BEGIN

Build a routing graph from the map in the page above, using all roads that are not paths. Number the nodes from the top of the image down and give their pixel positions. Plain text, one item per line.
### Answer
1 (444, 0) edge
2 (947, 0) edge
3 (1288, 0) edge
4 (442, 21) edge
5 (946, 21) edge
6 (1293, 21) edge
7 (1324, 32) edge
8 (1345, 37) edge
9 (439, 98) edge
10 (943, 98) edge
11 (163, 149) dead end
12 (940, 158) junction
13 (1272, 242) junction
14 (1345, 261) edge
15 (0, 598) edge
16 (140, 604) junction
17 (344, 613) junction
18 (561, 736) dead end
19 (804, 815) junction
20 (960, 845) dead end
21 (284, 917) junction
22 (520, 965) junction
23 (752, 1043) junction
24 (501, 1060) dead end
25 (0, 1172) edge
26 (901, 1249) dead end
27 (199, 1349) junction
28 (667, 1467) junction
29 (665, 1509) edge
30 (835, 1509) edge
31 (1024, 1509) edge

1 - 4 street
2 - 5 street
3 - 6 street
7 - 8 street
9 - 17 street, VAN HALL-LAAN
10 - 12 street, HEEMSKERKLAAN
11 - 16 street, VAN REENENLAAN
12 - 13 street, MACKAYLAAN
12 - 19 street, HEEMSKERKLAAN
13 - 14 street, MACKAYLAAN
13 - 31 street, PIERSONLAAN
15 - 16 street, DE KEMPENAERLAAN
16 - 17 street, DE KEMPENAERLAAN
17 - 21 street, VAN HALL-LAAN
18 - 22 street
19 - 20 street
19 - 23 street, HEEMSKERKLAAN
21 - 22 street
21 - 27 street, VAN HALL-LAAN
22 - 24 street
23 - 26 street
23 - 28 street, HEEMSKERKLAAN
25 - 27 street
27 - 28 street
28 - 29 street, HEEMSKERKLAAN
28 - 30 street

END

PROBLEM STATEMENT
Write the listing out again, word for word, in its entirety.

ANSWER BOX
Build a routing graph from the map in the page above, using all roads that are not paths. Number the nodes from the top of the image down and give their pixel positions. Plain text, one item per line.
### Answer
1 (444, 0) edge
2 (947, 0) edge
3 (1288, 0) edge
4 (442, 21) edge
5 (946, 21) edge
6 (1293, 21) edge
7 (1324, 32) edge
8 (1345, 37) edge
9 (439, 98) edge
10 (943, 98) edge
11 (163, 149) dead end
12 (940, 158) junction
13 (1272, 242) junction
14 (1345, 261) edge
15 (0, 598) edge
16 (140, 604) junction
17 (344, 613) junction
18 (561, 736) dead end
19 (804, 815) junction
20 (960, 845) dead end
21 (284, 917) junction
22 (520, 965) junction
23 (752, 1043) junction
24 (501, 1060) dead end
25 (0, 1172) edge
26 (901, 1249) dead end
27 (199, 1349) junction
28 (667, 1467) junction
29 (665, 1509) edge
30 (835, 1509) edge
31 (1024, 1509) edge

1 - 4 street
2 - 5 street
3 - 6 street
7 - 8 street
9 - 17 street, VAN HALL-LAAN
10 - 12 street, HEEMSKERKLAAN
11 - 16 street, VAN REENENLAAN
12 - 13 street, MACKAYLAAN
12 - 19 street, HEEMSKERKLAAN
13 - 14 street, MACKAYLAAN
13 - 31 street, PIERSONLAAN
15 - 16 street, DE KEMPENAERLAAN
16 - 17 street, DE KEMPENAERLAAN
17 - 21 street, VAN HALL-LAAN
18 - 22 street
19 - 20 street
19 - 23 street, HEEMSKERKLAAN
21 - 22 street
21 - 27 street, VAN HALL-LAAN
22 - 24 street
23 - 26 street
23 - 28 street, HEEMSKERKLAAN
25 - 27 street
27 - 28 street
28 - 29 street, HEEMSKERKLAAN
28 - 30 street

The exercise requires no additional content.